Contraceptives and soy, are yet by far not the most reliable tools to mess up your thyroid. Data from a  recent paper by Kiseleva et al. (Kiseleva. 2011)
are arguments in favour of the assumption of the possible role of PM [probiotic microorganisms] of the genera Bifidobacterium and Lactobacillus in triggering ATD [autoimmune thyroid disease] by the mechanism of molecular mimicry.
Or in other words, because the anti-bodies that attach to those two microorganisms are structurally almost identical to thyroid anti-bodies, it is possible, if not likely, that what was meant by our body as a means to ward off intestinal bacteria ends up attacking our thyroid, because the anti-bodies cannot distinguish one from another. The scientists do yet emphasize that
The data obtained in silico and in vitro should be proven by use of animal models and clinical studies for extrapolations to the whole body. Possible antigenic properties of components/proteins of bifidobacteria and lactobacilli, selectively binding anti-TPO and anti-Tg should be taken into consideration.
They also point out that current diagnostics using ELISA may even mistake "normal" bacterial antibodies for thyroid antibodies due to cross reactions which "can lead to unspecific false positive results and, hence, to an incorrect diagnosis."
Figure 1:  Drugs influencing thyroid economy
towards hyper (left) and hypothyroidism (right)
(adapted from Economidou. 2011)
The last thyroid related paper (Economidou. 2011) for today comes from Foteini Economidou, MD, PhD at the Department of Intensive Care Medicine of the University of Athens and his colleagues, whose review on Thyroid Function During Critical Illness may be of greater importance to many "hypothyroid" patients out there, than you would think. Reduced thyroid function is a protective mechanism the human body employs, when it is severely energy restricted or inflamed. Reduced TSH levels despite normal to low T4 and often low levels of T3, which are accompanied by increases in the purportedly unactive thyroid metabolite rT3, are clear signs of what is also called the euthyroid sick syndrome [euthyroid = healthy thyroid], where decreases in thyroid functions are only secondary to other health conditions (i.e. hypothyrodism is a symptom not a cause of your ailments) including constant dieting and (hidden) inflammation.
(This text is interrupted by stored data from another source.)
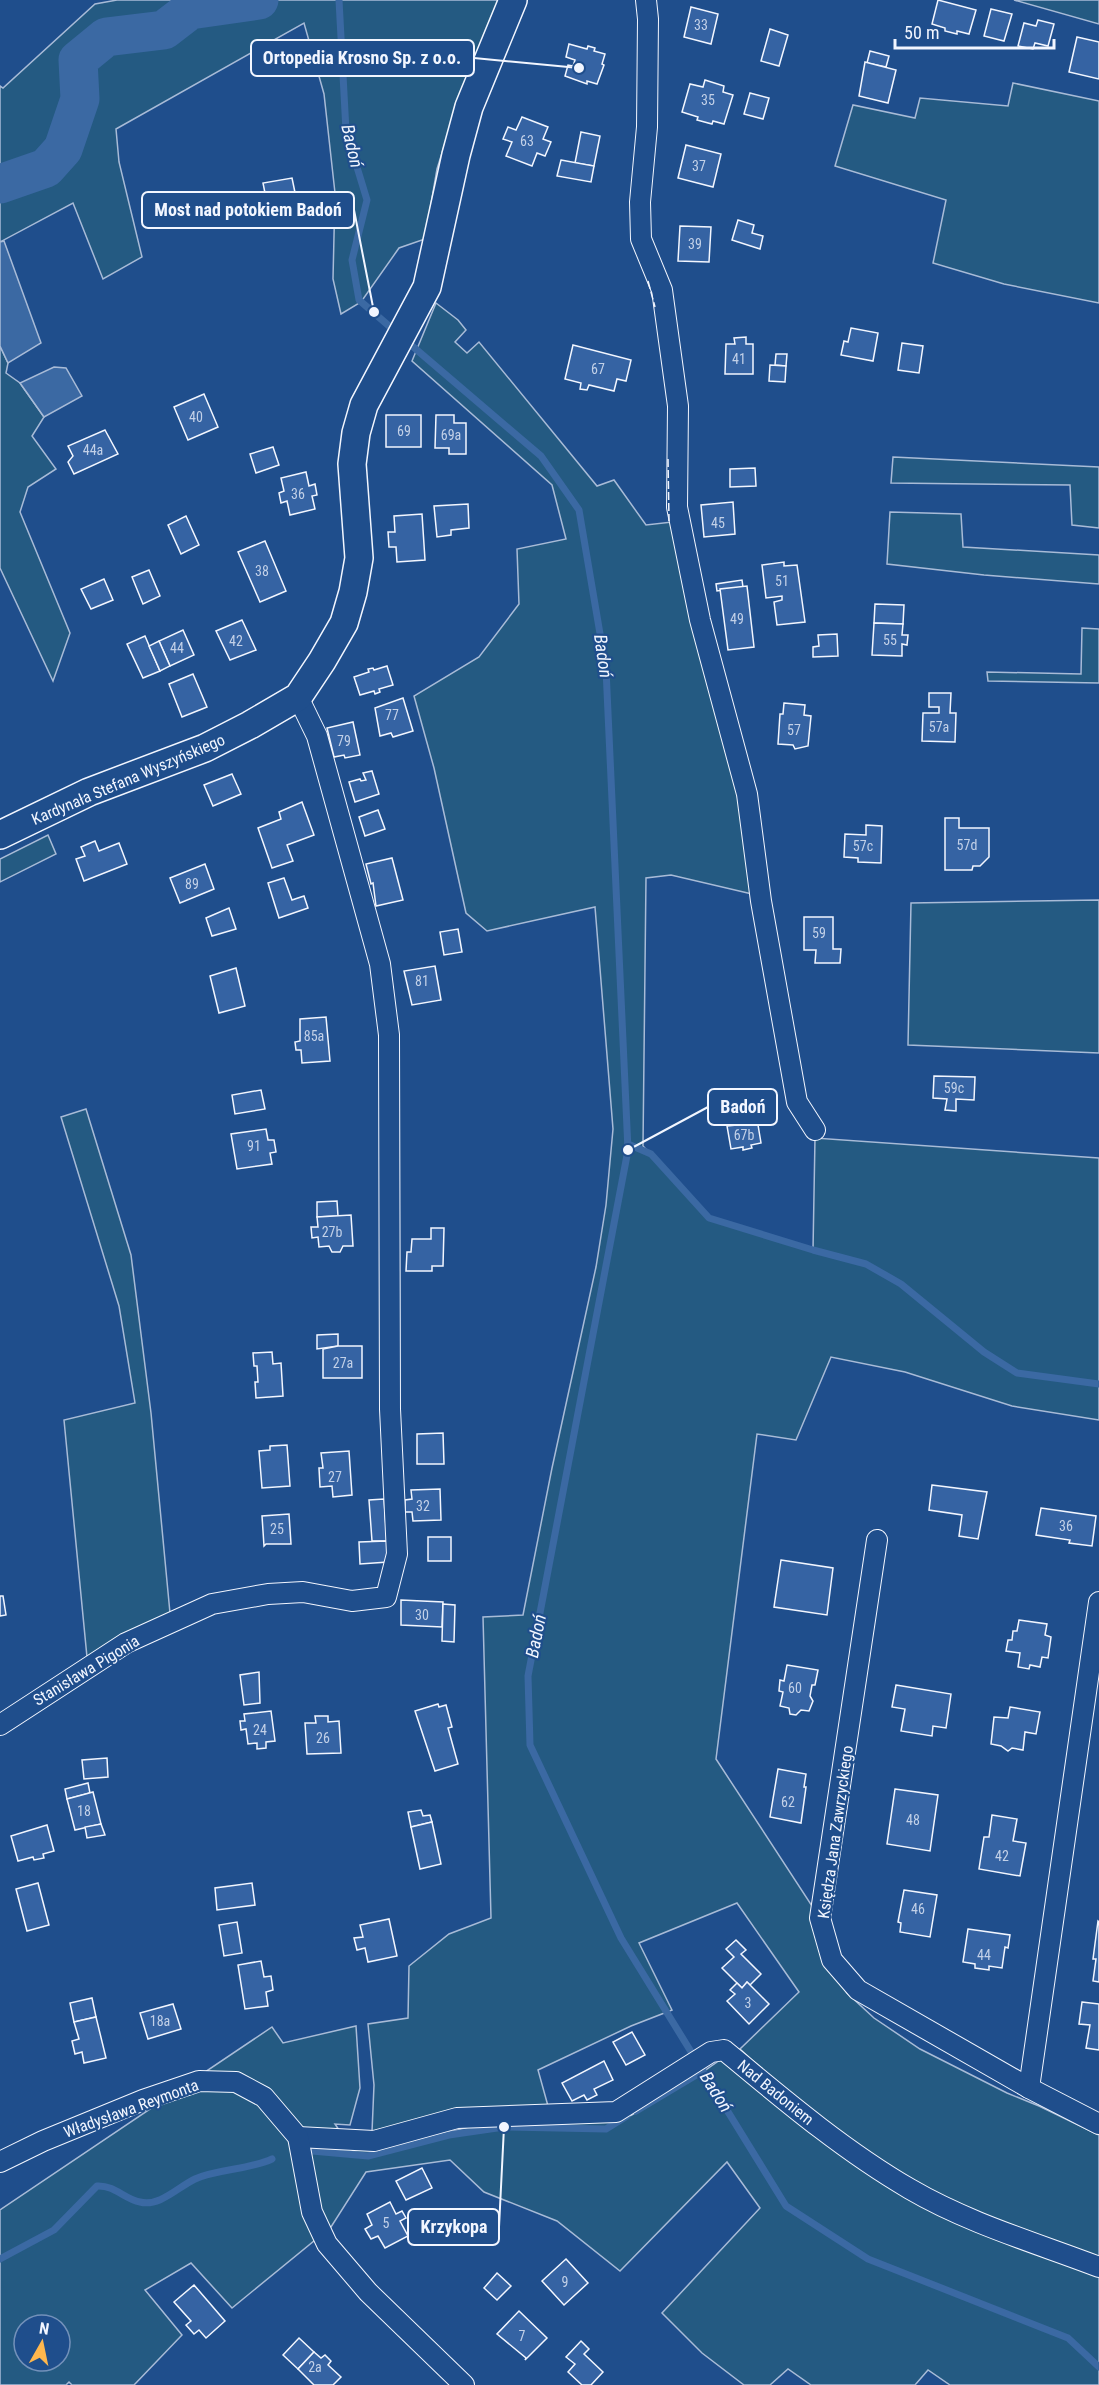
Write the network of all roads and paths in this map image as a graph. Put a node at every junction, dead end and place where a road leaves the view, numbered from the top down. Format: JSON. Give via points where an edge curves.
{"nodes":[{"id":1,"x":513,"y":0,"type":"edge"},
{"id":2,"x":646,"y":0,"type":"edge"},
{"id":3,"x":298,"y":697,"type":"junction"},
{"id":4,"x":0,"y":835,"type":"edge"},
{"id":5,"x":815,"y":1130,"type":"dead end"},
{"id":6,"x":877,"y":1540,"type":"dead end"},
{"id":7,"x":1099,"y":1602,"type":"edge"},
{"id":8,"x":0,"y":1725,"type":"edge"},
{"id":9,"x":1029,"y":2088,"type":"junction"},
{"id":10,"x":1099,"y":2124,"type":"edge"},
{"id":11,"x":298,"y":2137,"type":"junction"},
{"id":12,"x":0,"y":2162,"type":"edge"},
{"id":13,"x":1099,"y":2267,"type":"edge"},
{"id":14,"x":464,"y":2385,"type":"edge"}],
"edges":[{"from":1,"to":3,"type":"street","name":"Kardynała Stefana Wyszyńskiego","via":[[469,107],[428,287],[364,405],[352,464],[359,558],[352,598],[344,623]]},
{"from":2,"to":5,"type":"street","via":[[647,127],[641,239],[662,290],[677,394],[677,507],[700,620],[747,794],[761,901],[797,1102]]},
{"from":3,"to":4,"type":"street","name":"Kardynała Stefana Wyszyńskiego","via":[[205,748],[89,792]]},
{"from":3,"to":8,"type":"street","name":"Stanisława Pigonia","via":[[317,736],[380,964],[389,1035],[390,1409],[397,1554],[386,1597],[352,1601],[303,1592],[212,1604],[126,1643]]},
{"from":6,"to":9,"type":"street","name":"Księdza Jana Zawrzyckiego","via":[[820,1918],[823,1929],[832,1960],[858,1990]]},
{"from":7,"to":9,"type":"street"},
{"from":9,"to":10,"type":"street","name":"Księdza Jana Zawrzyckiego"},
{"from":11,"to":12,"type":"street","name":"Władysława Reymonta","via":[[264,2097],[236,2082],[199,2081],[64,2132]]},
{"from":11,"to":13,"type":"street","name":"Nad Badoniem","via":[[374,2141],[458,2118],[616,2112],[711,2052],[724,2050],[824,2131],[910,2189]]},
{"from":11,"to":14,"type":"street","name":"Władysława Reymonta","via":[[312,2212],[327,2244],[368,2292]]}]}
You should keep that in mind, when even high doses of levothyroxin (T4) tablets won't solve your "pseudo-hypothyrodism". Chances are, the whole package would not produce any noticeable effects, because your body regulated the deiodinase enzymes, so that the inactive T4 will never be broken down to T3 or - if it is - the latter will immediately be "deactivated" into rT3. As Economidou et al. point out:
Only a few studies have examined the use of supplemental thyroid hormone therapy in critically ill [if you are chronically starved or inflamed you may consider yourself critically ill] general medical patients. Brent and Hershman examined the effect of thyroid hormone therapy in medical intensive care unit patients. The patients included in the study had serum T4 levels <5 µg/122 with no evidence of intrinsic thyroid dysfunction and were given either T4 or placebo intravenously [notice due to the low absorption of oral T3, the doses were obviously much lower than those you or your hypothyroid friend are taking] on a daily basis. There was no significant difference in mortality [take that as "no difference in how you will feel" in case of the euthyroid sick syndrome] between the two groups and the T4 replacement was detrimental to the restoration of normal pituitary-thyroid regulation.
This leads the scientists to conclude that ...
"levothyroxine therapy applied for the management of the euthyroid sick syndrome is not expected to have any effect because of the pronounced inhibition of conversion of T4 to T3 in these patients" (Economidou. 2011)
Bottom line, don't fix the symptoms (low thyroid) by popping T4 like candy (you know it doesn't help you), but try to find the original cause of disease, which -contraceptives, soy, gut bacteria and inflammation and overdieting aside (by the way, is it just me or do you also feel like you knew a young lady where all these come together) - could also be one of the drugs I listed in figure 3.